• How to complete this task:
Any picture among the records should be left out, please; retype the rest exactly.
::::::::::
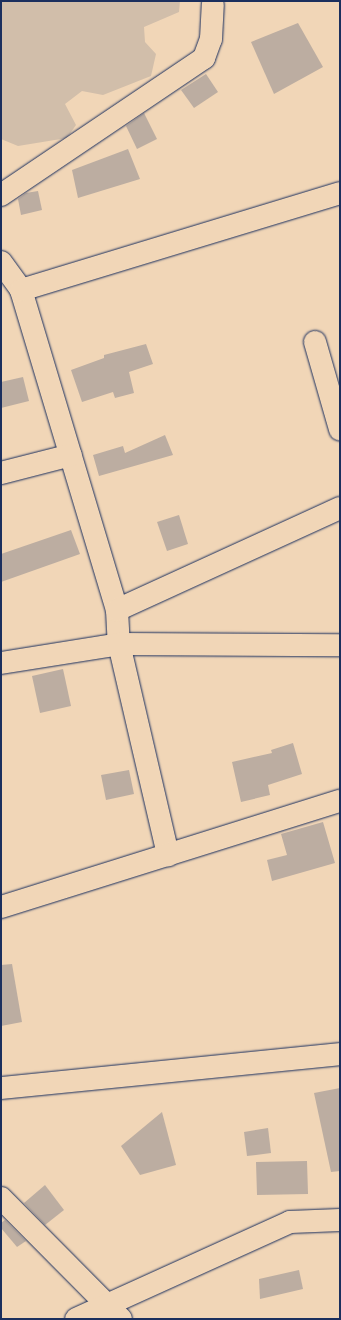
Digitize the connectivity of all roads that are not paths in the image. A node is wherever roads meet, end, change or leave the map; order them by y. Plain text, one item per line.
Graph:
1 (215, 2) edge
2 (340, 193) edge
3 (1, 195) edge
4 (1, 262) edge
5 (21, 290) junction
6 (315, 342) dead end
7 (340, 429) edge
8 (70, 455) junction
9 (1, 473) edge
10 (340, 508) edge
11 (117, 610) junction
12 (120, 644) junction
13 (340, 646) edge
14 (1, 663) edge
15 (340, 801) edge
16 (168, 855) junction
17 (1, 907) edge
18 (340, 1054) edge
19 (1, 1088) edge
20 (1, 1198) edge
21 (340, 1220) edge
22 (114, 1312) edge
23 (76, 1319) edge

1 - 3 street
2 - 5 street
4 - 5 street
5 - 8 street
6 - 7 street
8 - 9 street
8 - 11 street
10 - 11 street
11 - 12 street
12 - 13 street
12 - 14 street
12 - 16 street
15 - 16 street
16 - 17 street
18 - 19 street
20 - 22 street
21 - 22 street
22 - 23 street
::::::::::
• Solution to the exercise:
Digitize the connectivity of all roads that are not paths in the image. A node is wherever roads meet, end, change or leave the map; order them by y. Plain text, one item per line.
Graph:
1 (215, 2) edge
2 (340, 193) edge
3 (1, 195) edge
4 (1, 262) edge
5 (21, 290) junction
6 (315, 342) dead end
7 (340, 429) edge
8 (70, 455) junction
9 (1, 473) edge
10 (340, 508) edge
11 (117, 610) junction
12 (120, 644) junction
13 (340, 646) edge
14 (1, 663) edge
15 (340, 801) edge
16 (168, 855) junction
17 (1, 907) edge
18 (340, 1054) edge
19 (1, 1088) edge
20 (1, 1198) edge
21 (340, 1220) edge
22 (114, 1312) edge
23 (76, 1319) edge

1 - 3 street
2 - 5 street
4 - 5 street
5 - 8 street
6 - 7 street
8 - 9 street
8 - 11 street
10 - 11 street
11 - 12 street
12 - 13 street
12 - 14 street
12 - 16 street
15 - 16 street
16 - 17 street
18 - 19 street
20 - 22 street
21 - 22 street
22 - 23 street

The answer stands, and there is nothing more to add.